Did that get your attention?  Let me explain.

The other day I sent birthday greetings to someone that I have not seen or spoken with in, quite possibly, decades.    Nevertheless, he has been a Facebook friend.  I try to send birthday greetings to FB friends, something that I have turned into a ritual, of sorts.  Look, I’m sentimental.

Well, a few days later I received a note on FB from a mutual friend informing me that the person to whom I had sent birthday greetings had been dead for several years.  I was stunned and embarrassed.  But I was also angry.  I was embarrassed that I did not know.  I was saddened by the information.  But I was angry with FB, specifically, why was my FB friend’s account still active?

I have had this experience at least one other time and it is very different from getting friend requests from “dead people,” i.e., friend requests where someone who has passed away has had their account hacked.  I get that, it irritates me, but I understand that.

What I am concerned with is where the accounts are still active.  I know that there are those out there who like the idea that the accounts stay active so that we can be reminded of our dead, departed friends and we can send birthday greetings.  Maybe it is just me, but I am not one to say “happy birthday” to someone who has passed away.  How is it happy?  On the anniversary of the birth of my first born–who died three days after birth–why would I say “happy birthday, Bianca”?  In what world would that be happy?

I hit this problem once before after sending birthday greetings to someone who turned out to have been dead.  I received a nice, though strangely apologetic note from the family of the departed friend, regretting that I had not been informed of the death of their relative.  I felt embarrassed by this and uneasy that the family had been put in that position.

My solution?  It’s simple:  if there is no activity on someone’s FB account for one year, i.e., if they have not posted or reposted or acknowledged a post, FB should send an email to their email account asking them to confirm their continued interest in FB.  Should FB not receive a reply within a given time, e.g., one week, FB should close down the account.  If it turned out that the person was carrying out an expedition in northern Greenland for a year and had no Internet access, they can always create a new account.

Forgive me.  Maybe I just awoke on the wrong side of the bed.

2 thoughts on “Facebook & Death

  1. I was on Garry’s email and just read this.

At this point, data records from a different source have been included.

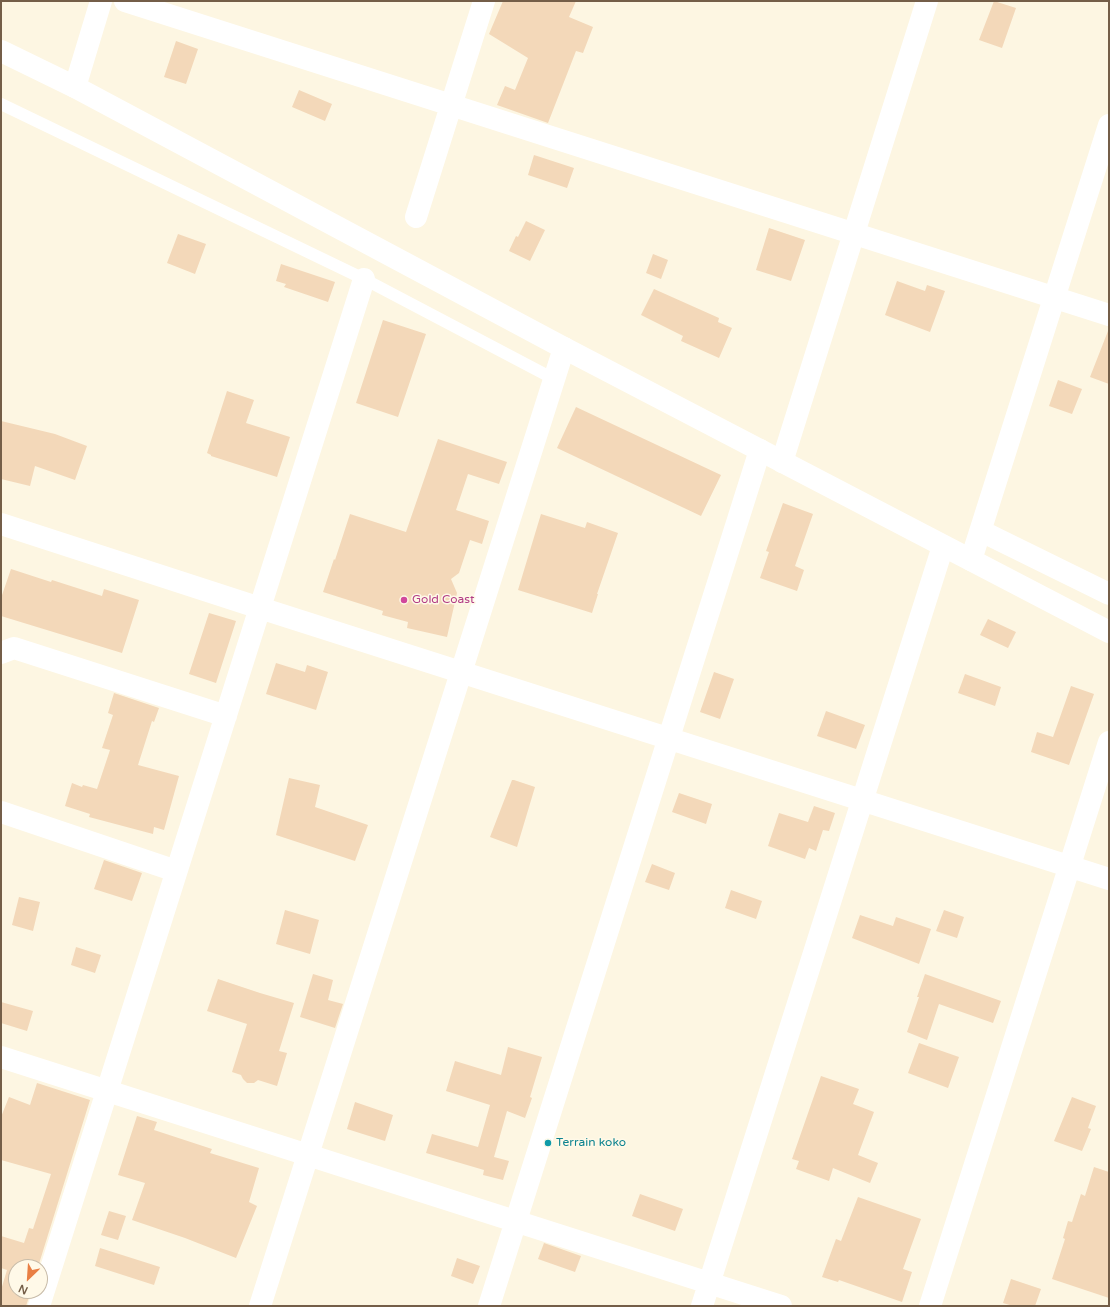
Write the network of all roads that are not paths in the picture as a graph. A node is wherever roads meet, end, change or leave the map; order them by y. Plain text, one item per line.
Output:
1 (101, 1) edge
2 (125, 1) edge
3 (484, 1) edge
4 (927, 1) edge
5 (1, 51) edge
6 (75, 88) junction
7 (1, 104) edge
8 (452, 105) junction
9 (1109, 125) edge
10 (416, 217) dead end
11 (854, 234) junction
12 (364, 279) junction
13 (1054, 298) junction
14 (1109, 315) edge
15 (564, 348) junction
16 (554, 379) junction
17 (760, 450) junction
18 (782, 462) junction
19 (1, 524) edge
20 (981, 531) junction
21 (944, 546) junction
22 (971, 560) junction
23 (1109, 594) edge
24 (260, 608) junction
25 (1109, 632) edge
26 (1, 653) edge
27 (461, 672) junction
28 (226, 716) junction
29 (669, 739) junction
30 (1109, 742) edge
31 (863, 800) junction
32 (1, 812) edge
33 (1069, 866) junction
34 (176, 871) junction
35 (1109, 879) edge
36 (1, 1057) edge
37 (107, 1091) junction
38 (307, 1155) junction
39 (515, 1221) junction
40 (710, 1283) junction
41 (38, 1306) edge
42 (260, 1306) edge
43 (489, 1306) edge
44 (702, 1306) edge
45 (781, 1306) edge
46 (930, 1306) edge

1 - 6 street
2 - 8 street
3 - 8 street
4 - 11 street
5 - 6 street
6 - 15 street
7 - 12 lane
8 - 10 street
8 - 11 street
9 - 13 street
11 - 13 street
11 - 18 street
12 - 16 lane
12 - 24 street
13 - 14 street
13 - 20 street
15 - 16 street
15 - 17 street
16 - 27 street
17 - 18 street
17 - 29 street
18 - 21 street
19 - 24 street
20 - 22 street
20 - 23 street
21 - 22 street
21 - 31 street
22 - 25 street
24 - 27 street
24 - 28 street
26 - 28 street
27 - 29 street
27 - 38 street
28 - 34 street
29 - 31 street
29 - 39 street
30 - 33 street
31 - 33 street
31 - 40 street
32 - 34 street
33 - 35 street
33 - 46 street
34 - 37 street
36 - 37 street
37 - 38 street
37 - 41 street
38 - 39 street
38 - 42 street
39 - 40 street
39 - 43 street
40 - 44 street
40 - 45 street

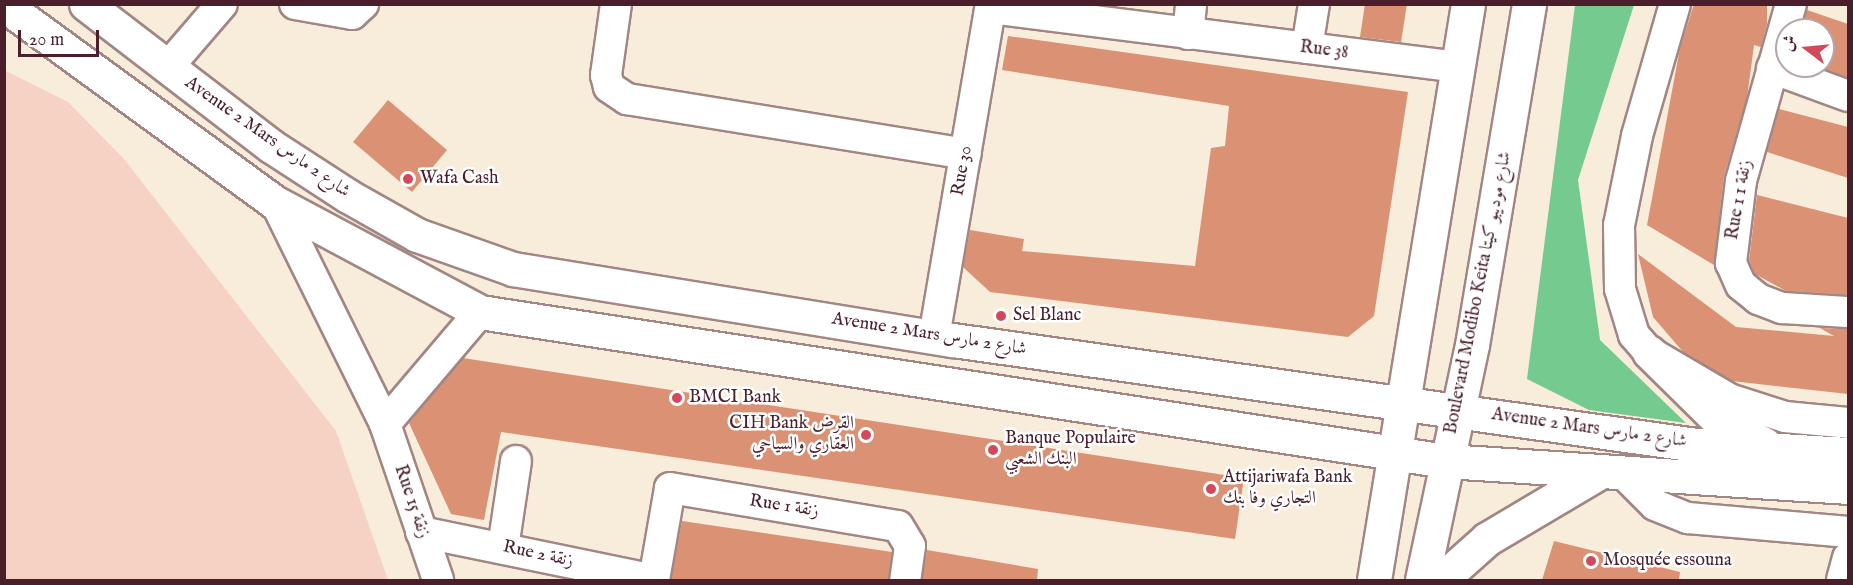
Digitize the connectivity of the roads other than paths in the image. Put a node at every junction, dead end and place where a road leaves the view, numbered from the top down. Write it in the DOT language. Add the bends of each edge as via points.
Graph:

Yes Bill I think people keep those FB accounts to relive memories and have a place to think they can leave a msg to those who are gone. But something at the top of the page saying it’s a memorial page stating when the person passed. And maybe I visit Garry’s email for the same reason and it’s time to close it.

  2. As always, you have made thoughtful points. I have felt similarly about birthday “celebrations,” usually online, of people who have died because of police brutality or racist violence like Trayvon Martin and Breonna Taylor. I understand people’s desire to remember and honor them, but as you point out in such tragic circumstances the word “happy” does not apply.